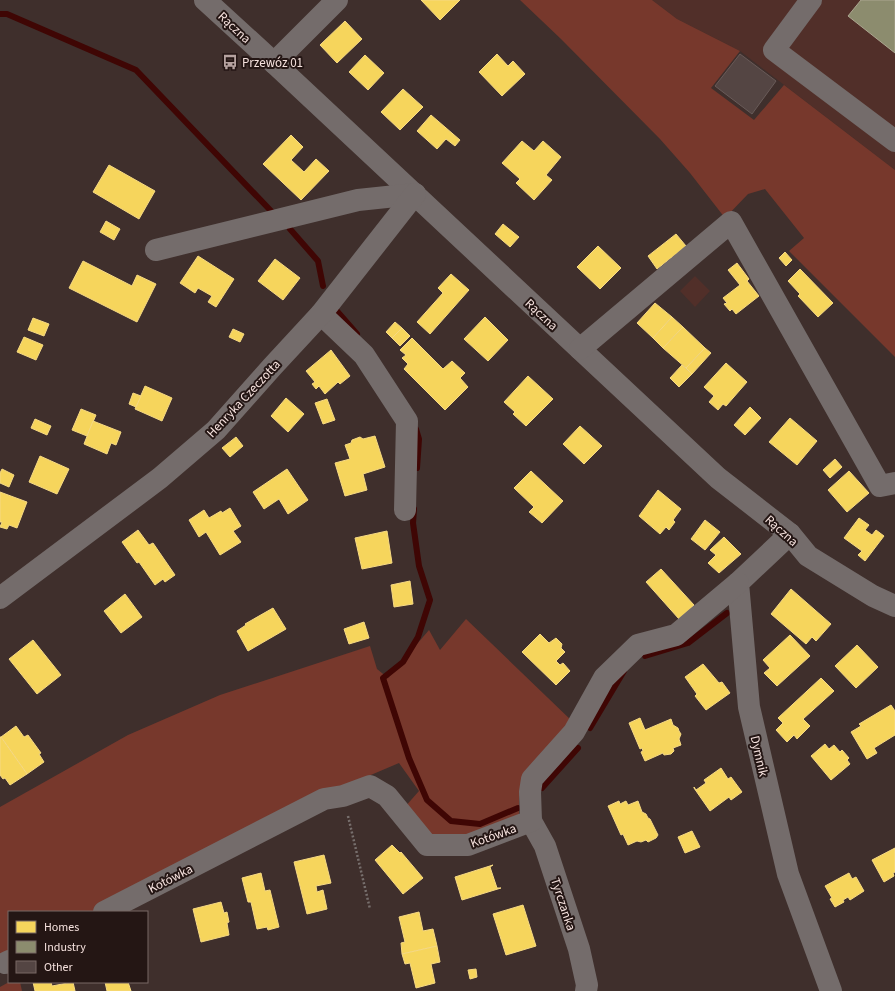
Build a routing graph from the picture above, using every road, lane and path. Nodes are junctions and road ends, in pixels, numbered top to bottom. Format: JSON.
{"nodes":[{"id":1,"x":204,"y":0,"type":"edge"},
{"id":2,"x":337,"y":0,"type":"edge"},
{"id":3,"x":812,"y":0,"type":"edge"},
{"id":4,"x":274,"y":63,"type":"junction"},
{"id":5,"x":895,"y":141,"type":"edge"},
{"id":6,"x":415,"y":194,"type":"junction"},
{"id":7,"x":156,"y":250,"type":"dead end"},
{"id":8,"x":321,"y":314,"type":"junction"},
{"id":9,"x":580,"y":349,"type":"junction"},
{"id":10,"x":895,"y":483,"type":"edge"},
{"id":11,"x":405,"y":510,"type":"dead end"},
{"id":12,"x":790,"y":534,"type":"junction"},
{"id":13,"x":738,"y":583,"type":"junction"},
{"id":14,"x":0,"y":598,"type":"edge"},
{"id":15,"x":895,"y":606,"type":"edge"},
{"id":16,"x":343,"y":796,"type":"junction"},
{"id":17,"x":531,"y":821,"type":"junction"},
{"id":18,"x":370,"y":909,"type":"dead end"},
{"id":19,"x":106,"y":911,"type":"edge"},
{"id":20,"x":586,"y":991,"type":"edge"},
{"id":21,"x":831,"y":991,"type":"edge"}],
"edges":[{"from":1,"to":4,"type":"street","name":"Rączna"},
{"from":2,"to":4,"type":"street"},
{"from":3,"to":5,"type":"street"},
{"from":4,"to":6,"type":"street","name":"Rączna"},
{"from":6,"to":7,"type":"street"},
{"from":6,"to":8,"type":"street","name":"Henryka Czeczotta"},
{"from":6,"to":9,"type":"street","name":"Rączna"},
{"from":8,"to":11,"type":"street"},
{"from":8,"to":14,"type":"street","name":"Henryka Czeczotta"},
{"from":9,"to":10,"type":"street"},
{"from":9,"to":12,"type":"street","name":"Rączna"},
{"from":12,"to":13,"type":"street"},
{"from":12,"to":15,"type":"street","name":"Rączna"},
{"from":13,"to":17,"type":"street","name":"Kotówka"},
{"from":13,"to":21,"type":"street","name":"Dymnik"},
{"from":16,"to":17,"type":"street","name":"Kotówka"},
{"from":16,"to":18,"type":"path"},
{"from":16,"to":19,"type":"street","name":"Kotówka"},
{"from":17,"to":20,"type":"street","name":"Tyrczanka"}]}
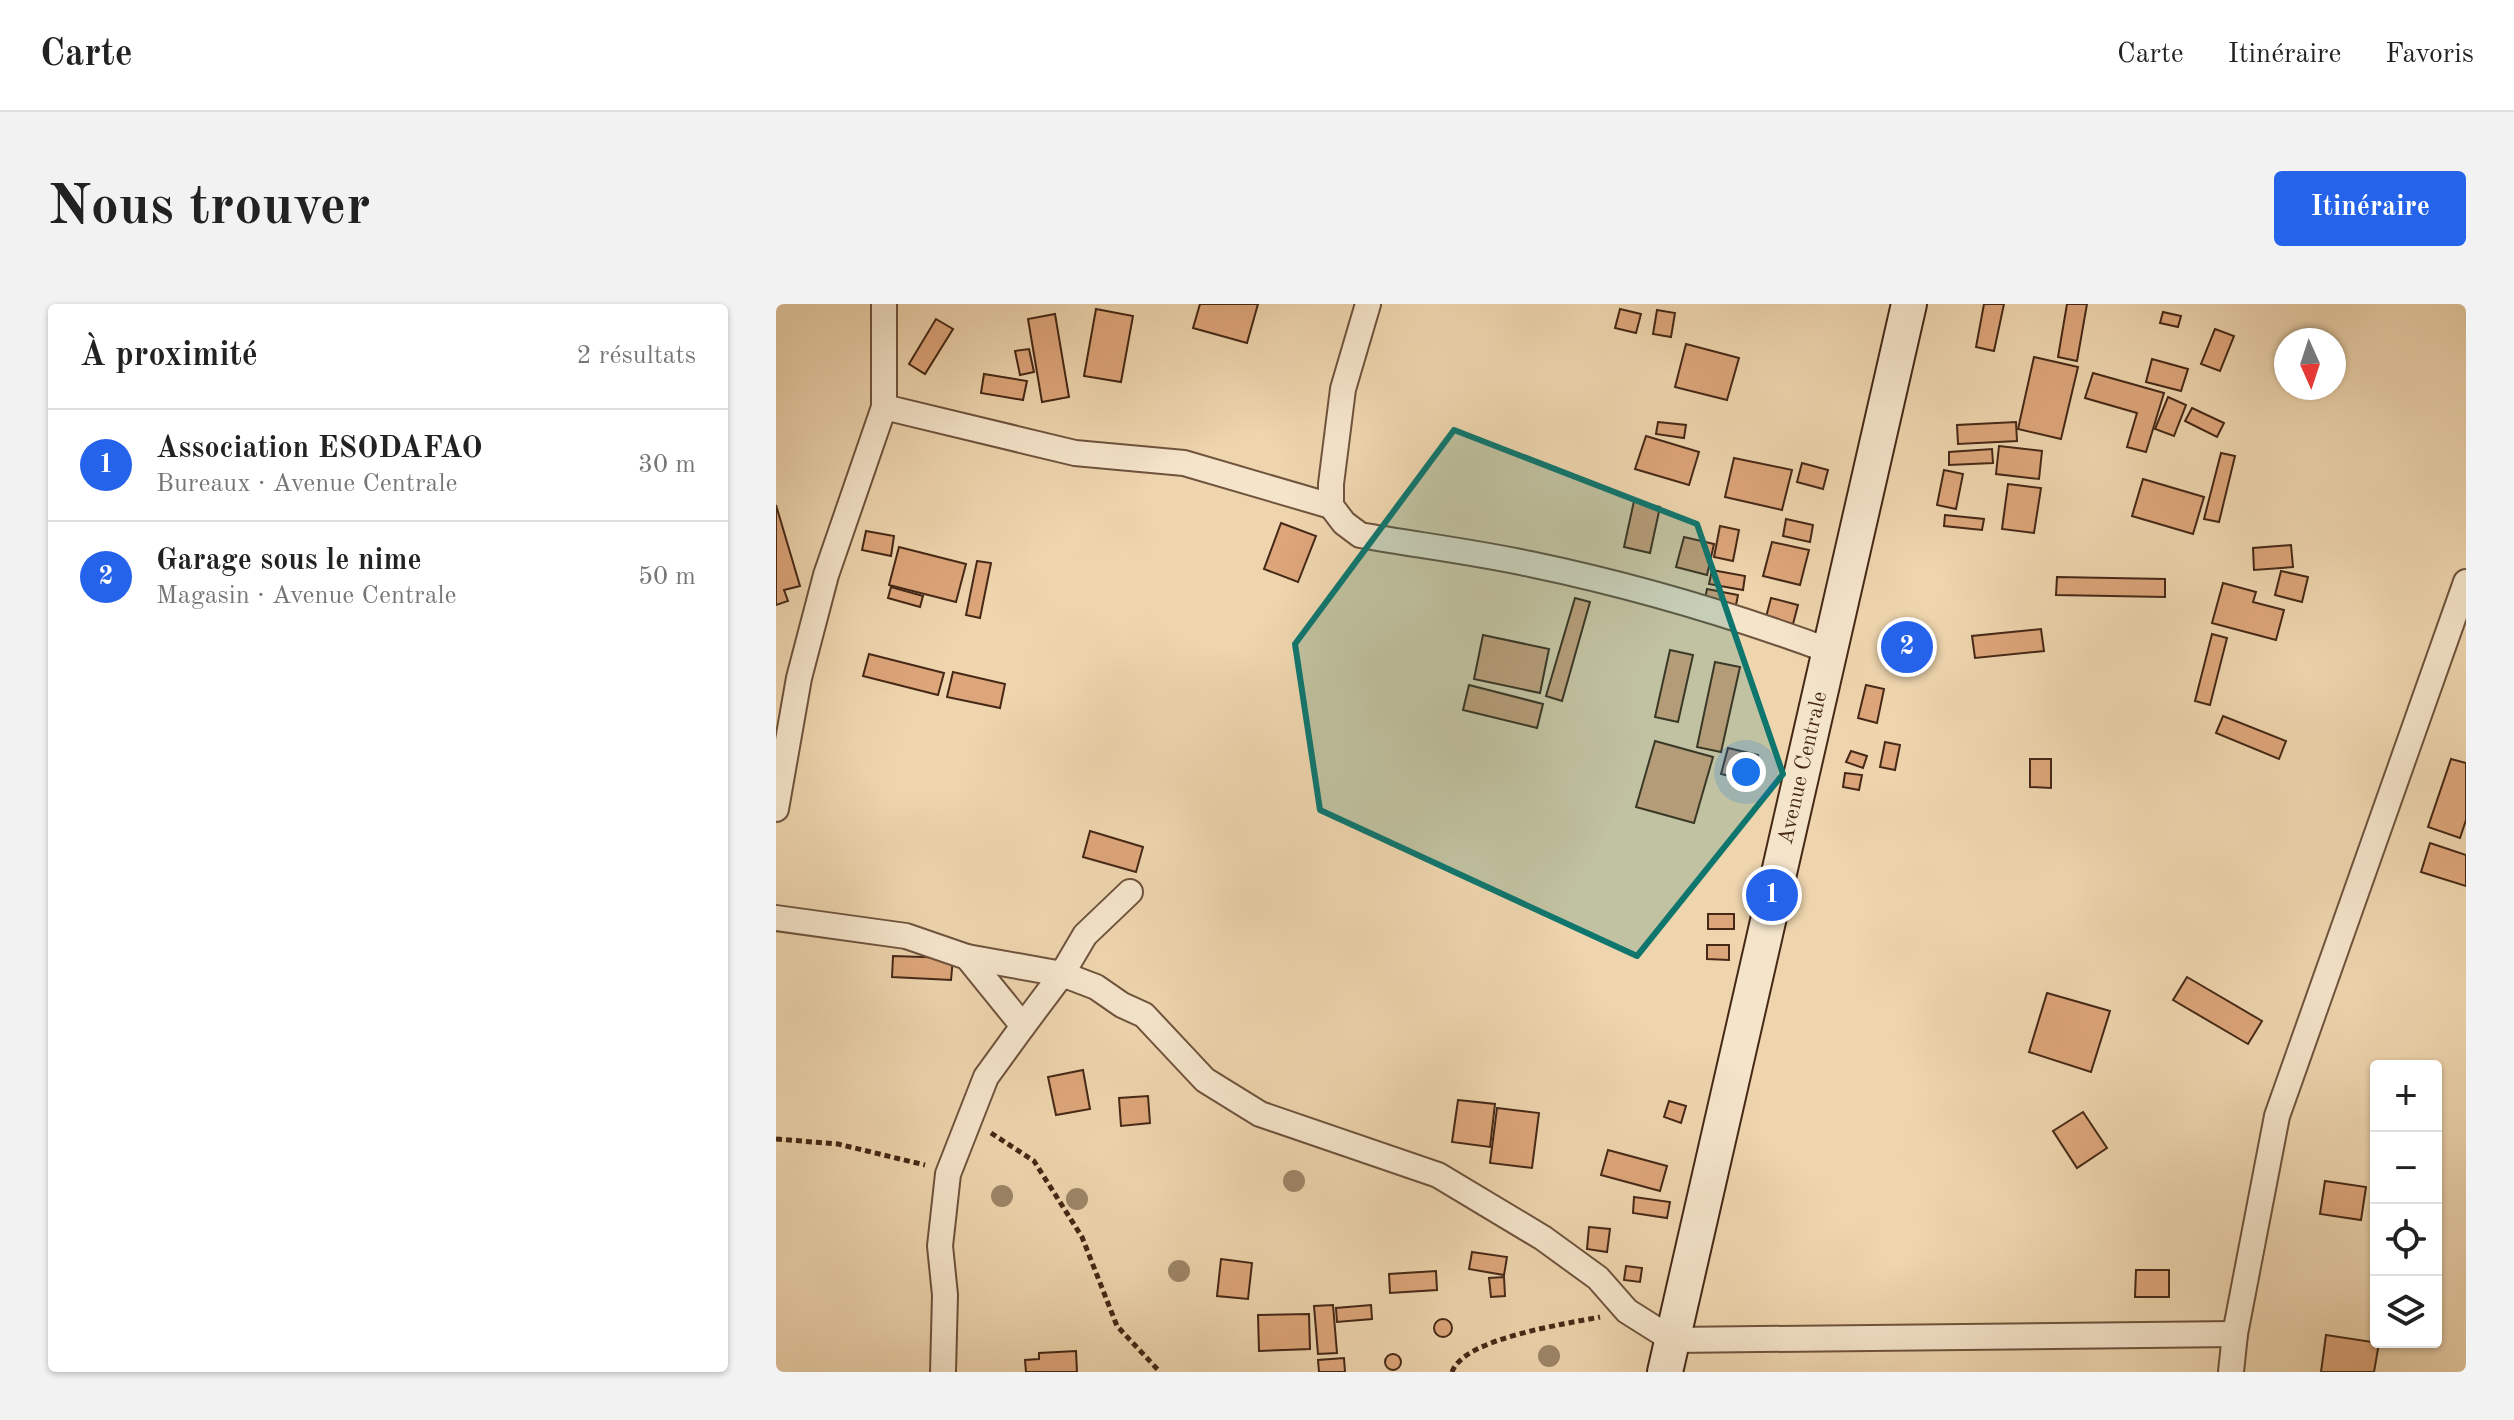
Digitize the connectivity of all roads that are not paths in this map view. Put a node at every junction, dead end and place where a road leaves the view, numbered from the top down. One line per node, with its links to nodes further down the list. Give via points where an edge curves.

---

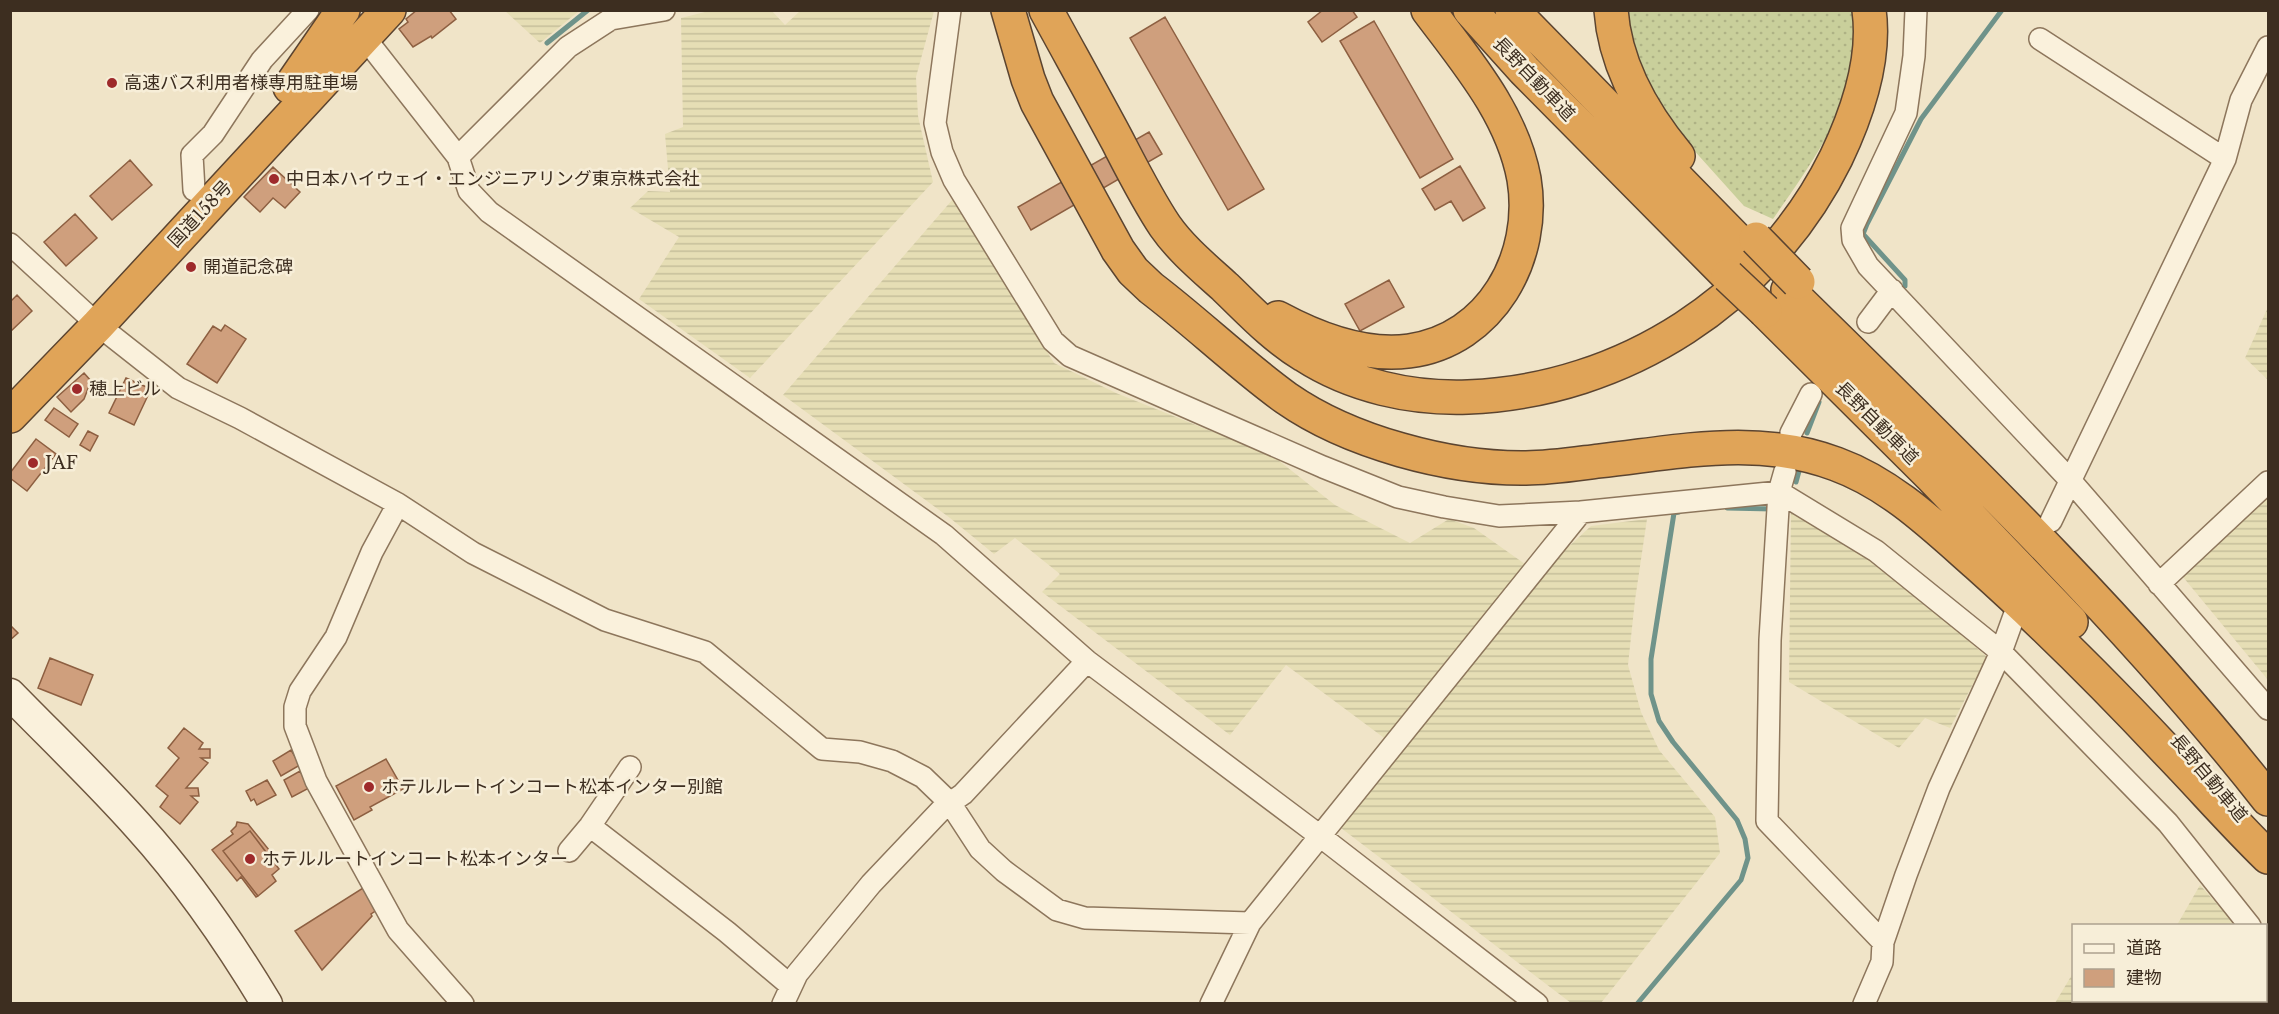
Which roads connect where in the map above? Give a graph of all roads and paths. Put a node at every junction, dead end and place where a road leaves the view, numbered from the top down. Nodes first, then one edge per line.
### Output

WHAT IS BEING ASKED:
Each line of the listing above that contains the word "down" is to be copied.

PROBLEM SOLUTION:
Digitize the connectivity of all roads that are not paths in this map view. Put a node at every junction, dead end and place where a road leaves the view, numbered from the top down. One line per node, with its links to nodes further down the list. Give via points where an edge curves.
Which roads connect where in the map above? Give a graph of all roads and paths. Put a node at every junction, dead end and place where a road leaves the view, numbered from the top down. Nodes first, then one edge per line.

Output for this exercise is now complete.